I am using this command for my translation: echo 'কানাদা এখন বিশাল দেশ ।'| ~/mymoses/bin/moses -f ~/work/mert-work/moses.ini

This gave me the output "কানাদা is a vast country".

This is because the word "কানাদা" is not in my parallel corpus.

So I took some parallel list of words in Assamese and English, and break each word character-wise. Thus, each line of the two files would have single words with a space between each character (or each syllable). i have used these 2 files to train the system as normal translation task

Then I used the following command echo 'কানাদা এখন বিশাল দেশ ।'| ~/mymoses/bin/moses -f ~/work/mert-work/moses.ini | ./space.pl

This gave me the output "ক া ন া দ া is a vast country"

I had to break the word because i have trained the system character-wise..

Then i used the transliteration system that i have trained using the command:

echo 'কানাদা এখন বিশাল দেশ ।'| ~/mymoses/bin/moses -f ~/work/mert-work/moses.ini | ./space.pl | ~/mymoses/bin/moses -f ~/work1/train/model/moses.ini

This gave me the output "c a n a d a is a vast country"

The characters are transliterated..but the only problem is the spaces between the word.So i want to use a perl file that will join the word. My final command will be

echo 'কানাদা এখন বিশাল দেশ ।'| ~/mymoses/bin/moses -f ~/work/mert-work/moses.ini | ./space.pl | ~/mymoses/bin/moses -f ~/work1/train/model/moses.ini | ./join.pl

Help me with this "join.pl" file.

4

There are 4 answers

11
Toto On BEST ANSWER

How about:

use utf8;
my $str = "ভাৰত is a famous country. দিল্লী is the capital of ভাৰত";
$str =~ s/([\x{0980}-\x{09FF}])(?=[\x{0980}-\x{09FF}])/$1 /g;
say $str;

output:

ভ া ৰ ত is a famous country. দ ি ল ্ ল ী is the capital of ভ া ৰ ত

You can use it in your program, just change the while loop to:

while(<>) {
    s/([\x{0980}-\x{09FF}])(?=[\x{0980}-\x{09FF}])/$1 /g;
    print $_;
}

But I think you whish to do:

my %corresp = (
    'ভ' => 'Bh',
    'া' => 'a',
    'ৰ' => 'ra',
    'ত' => 't',
);
my $str = "ভাৰত is a famous country. দিল্লী is the capital of ভাৰত";
$str =~ s/([\x{0980}-\x{09FF}])/exists($corresp{$1}) ? $corresp{$1} : $1/eg;
say $str;

Output:

Bharat is a famous country. দিল্লী is the capital of Bharat

NB: It's up to you to build the true corresponding hash. I don't know anything about Assamese characters.

0
David W. On

You can use \p{...} and \P{...} which will allow you to match or not match particular character classes as specified in perluniprops.

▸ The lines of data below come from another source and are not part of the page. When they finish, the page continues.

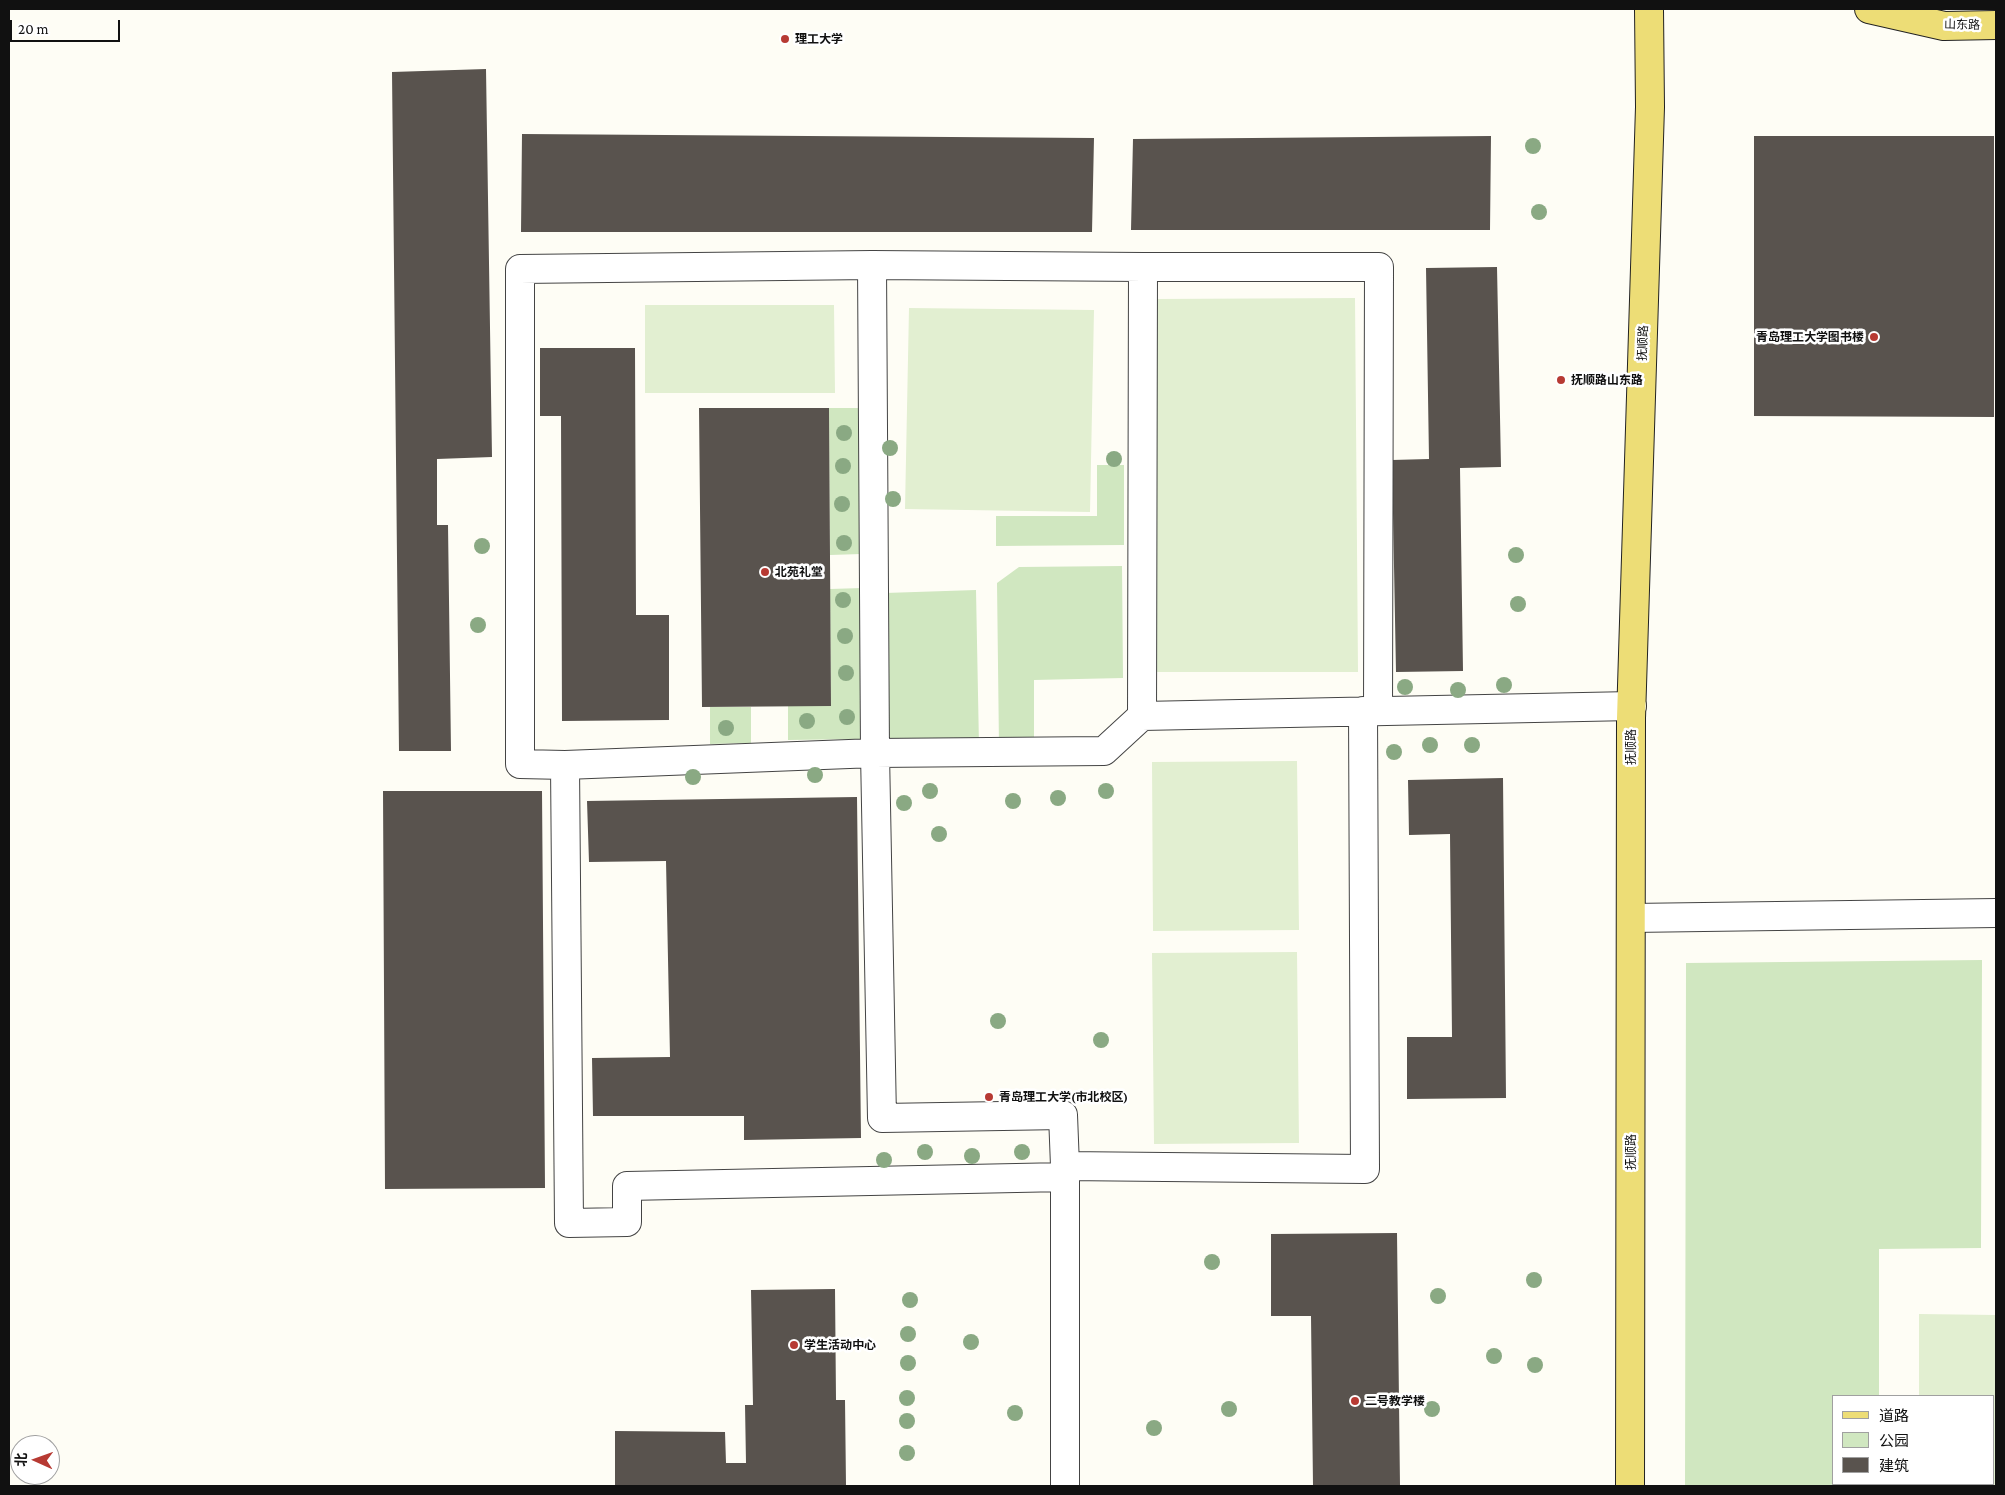 <!DOCTYPE html>
<html>
<head>
<meta charset="utf-8">
<style>
	body { margin:0 }
	#map { position:relative; width:2005px; height:1495px; overflow:hidden; background:#fefdf5; font-family:"Crimson Pro","Noto Sans SC",serif }
	canvas { display:block }
	.frame { position:absolute; inset:0; border:10px solid #111; pointer-events:none }
	.legend { position:absolute; left:1832px; top:1395px; width:162px; height:90px; box-sizing:border-box; background:#fff; border:1px solid #a0a0a0; margin:0; padding:6px 9px; list-style:none; font-size:15px; color:#111 }
	.legend li { display:flex; align-items:center; gap:10px; height:25px }
	.legend b { width:25px; border:1px solid #a0a0a0 }
	.north { position:absolute; left:10px; top:1435px; width:50px; height:50px; box-sizing:border-box; background:#fff; border:1px solid #a0a0a0; border-radius:50%; rotate:272deg; font-size:14px; font-weight:700; line-height:20px; text-align:center; color:#111 }
	.north::after { content:''; display:block; margin:auto; width:18px; height:22px; background:#b73a33; clip-path:polygon(50% 0,100% 100%,50% 72%,0 100%) }
	.scale { position:absolute; left:10px; top:20px; width:110px; height:22px; box-sizing:border-box; border:2px solid #111; border-top:0; padding-left:6px; font-size:15px; line-height:18px; white-space:nowrap; color:#111; -webkit-text-stroke:4px #fff; paint-order:stroke }
</style>
</head>
<body>
<div id="map">
<canvas width="2005" height="1495"></canvas>
<div class="frame"></div>
<ul class="legend">
<li><b style="height:6px;background:#eddd76"></b>道路</li>
<li><b style="height:14px;background:#d0e7c0"></b>公园</li>
<li><b style="height:14px;background:#59534e"></b>建筑</li>
</ul>
<div class="north">北</div>
<div class="scale">20 m</div>
</div>
<script>
const ctx = document.querySelector('canvas').getContext('2d');
ctx.lineJoin = 'round';
function paint(path, color) { ctx.fillStyle = color; ctx.fill(path, 'evenodd'); }
const poly = rows => new Path2D(rows.map(r => 'M' + r).join(''));
function trace(path, color, width, dash) { ctx.strokeStyle = color; ctx.lineWidth = width; ctx.lineCap = dash ? 'butt' : 'round'; ctx.setLineDash(dash || []); ctx.stroke(path); }
function drawText(font, color, halo, rows, align = 'center') {
  ctx.font = font + ' "Crimson Pro","Noto Sans SC",serif'; ctx.lineWidth = 5; ctx.setLineDash([]); ctx.textBaseline = 'middle'; ctx.strokeStyle = halo; ctx.fillStyle = color; for (const [text, x, y, turn = 0] of rows) {
    ctx.save(); ctx.translate(x, y); ctx.rotate((+turn || 0) * Math.PI / 180); ctx.textAlign = isNaN(turn) ? turn : align; if (halo) ctx.strokeText(text, 0, 0); ctx.fillText(text, 0, 0); ctx.restore();
  }
}
const green = poly([
	[829,408,860,408,861,554,830,555],
	[1097,465,1124,465,1124,545,996,546,996,516,1097,516],
	[1122,566,1123,678,1034,680,1034,746,999,747,997,583,1019,567],
	[862,588,863,739,788,740,788,706,831,706,830,589],
	[976,590,979,746,887,748,885,593],
	[710,707,751,707,751,743,710,744],
	[1982,960,1981,1248,1879,1249,1879,1396,1834,1396,1834,1484,1879,1484,1879,1486,1685,1486,1686,963]
]);
const pitch = poly([
	[1355,298,1358,672,1157,672,1155,299],
	[645,305,834,305,835,393,645,393],
	[909,308,1094,310,1090,512,905,509],
	[1297,761,1299,930,1153,931,1152,762],
	[1297,952,1299,1143,1154,1144,1152,953],
	[1919,1314,1996,1315,1996,1486,1918,1486,1918,1484,1994,1484,1994,1396,1919,1396]
]);
const building = poly([
	[486,69,492,457,437,459,437,525,448,525,451,751,399,751,392,72],
	[522,134,1094,138,1092,232,521,232],
	[1491,136,1490,230,1131,230,1133,139],
	[1754,136,1994,136,1994,417,1754,416],
	[1497,267,1501,467,1460,468,1463,671,1396,672,1392,460,1429,459,1426,268],
	[540,348,635,348,636,615,669,615,669,720,562,721,561,416,540,416],
	[699,408,829,408,831,706,702,707],
	[1503,778,1506,1098,1407,1099,1407,1037,1452,1037,1450,834,1409,835,1408,780],
	[383,791,542,791,545,1188,385,1189],
	[857,797,861,1138,744,1140,744,1116,593,1116,592,1058,670,1057,666,861,589,862,587,801],
	[1397,1233,1400,1486,1313,1486,1311,1316,1271,1316,1271,1234],
	[835,1289,836,1400,845,1400,846,1486,615,1486,615,1431,725,1432,726,1463,746,1463,745,1405,753,1405,751,1290]
]);
const minor = poly([
	[872,265,520,269,520,764,565,765,569,1223,627,1222,627,1186,1065,1177],
	[1143,267,1379,267,1378,710],
	[1142,716,1143,267,872,265,875,753,1104,751,1142,716,1632,706],
	[565,765,875,753,882,1118,1063,1115,1065,1166,1365,1169,1363,711],
	[1631,918,1996,913],
	[1065,1486,1065,1166]
]);
const major = poly([
	[1869,9,1944,26,1996,25],
	[1630,1486,1631,718,1650,107,1649,9]
]);
const trees = [
	[1533,146],
	[1539,212],
	[844,433],
	[890,448],
	[1114,459],
	[843,466],
	[893,499],
	[842,504],
	[844,543],
	[482,546],
	[1516,555],
	[843,600],
	[1518,604],
	[478,625],
	[845,636],
	[846,673],
	[1504,685],
	[1405,687],
	[1458,690],
	[847,717],
	[807,721],
	[726,728],
	[1430,745],
	[1472,745],
	[1394,752],
	[815,775],
	[693,777],
	[930,791],
	[1106,791],
	[1058,798],
	[1013,801],
	[904,803],
	[939,834],
	[998,1021],
	[1101,1040],
	[925,1152],
	[1022,1152],
	[972,1156],
	[884,1160],
	[1212,1262],
	[1534,1280],
	[1438,1296],
	[910,1300],
	[908,1334],
	[971,1342],
	[1494,1356],
	[908,1363],
	[1535,1365],
	[907,1398],
	[1229,1409],
	[1432,1409],
	[1015,1413],
	[907,1421],
	[1154,1428],
	[907,1453]
];
const markers = [
	[785,39,5,"#b73a33"],
	[1874,337,5,"#b73a33"],
	[1561,380,5,"#b73a33"],
	[765,572,5,"#b73a33"],
	[989,1097,5,"#b73a33"],
	[794,1345,5,"#b73a33"],
	[1355,1401,5,"#b73a33"]
];
const streetNames = [
	["山东路",1962,25,1],
	["抚顺路",1643,343,-88],
	["抚顺路",1631,747,-90],
	["抚顺路",1631,1152,-90]
];
const poiNames = [
	["理工大学",795,39],
	["青岛理工大学图书楼",1864,337,"right"],
	["抚顺路山东路",1571,380],
	["北苑礼堂",775,572],
	["青岛理工大学(市北校区)",999,1097],
	["学生活动中心",804,1345],
	["二号教学楼",1365,1401]
];
paint(green, '#d0e7c0');
paint(pitch, '#e2efd1');
paint(building, '#59534e');
trace(minor, '#444', 30);
trace(major, '#222', 30);
trace(minor, '#fff', 28);
trace(major, '#eddd76', 28);
ctx.fillStyle = '#8aa983';
for (const [x, y] of trees) { ctx.beginPath(); ctx.arc(x, y, 8, 0, 2 * Math.PI); ctx.fill(); }
for (const [x, y, r, color] of markers) { const dot = new Path2D(); dot.arc(x, y, r, 0, 2 * Math.PI); ctx.fillStyle = color; ctx.fill(dot); trace(dot, '#fff', 2); }
drawText('12px', '#111', '#fff', streetNames);
drawText('bold 12px', '#111', '#fff', poiNames, 'left');
</script>
</body>
</html>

I'm using \P{Latin} which selects non-Latin characters , and \s in order not to match spaces:

#! /usr/bin/env perl
#
use strict;
use warnings;
use feature qw(say);

use utf8;
binmode(STDOUT, ':utf8');  # Why is this needed when you specify "use utf8;"?

my $string = "ভাৰত is a famous country";
$string =~ s/([^\p{Latin}\s])/$1 /g;  # Put a space after all non-latin chars
say $string;

This will print out:

ভ া ৰ ত  is a famous country

The only problem is that double space after .

6
terdon On

It's doing exactly what you tell it to. @a=split('') will split the entire line, you are not telling it to only split the first word. You will first need to identify the substring you want to split and then split it:

#!/usr/bin/perl
use utf8;
use Getopt::Std;
use IO::Handle;

binmode(STDIN,  ':utf8');
binmode(STDOUT, ':utf8');
binmode(STDERR, ':utf8');

while(<>)
{
    chomp;
    ## find the first word, capture it as $1 and delete it from the line
    s/(.+?)\s//;
    @a=split('',$1);
    ## Print your joined string and the rest of the line
    print join(" ",@a) . " $_\n";
}
0
Joop Eggen On

Add something like

$str =~ s/([\w]) (?<=[\w.,;:!?])/$1/g;

which intends to remove the space between latin word chars. With a look-ahead. Not 100%.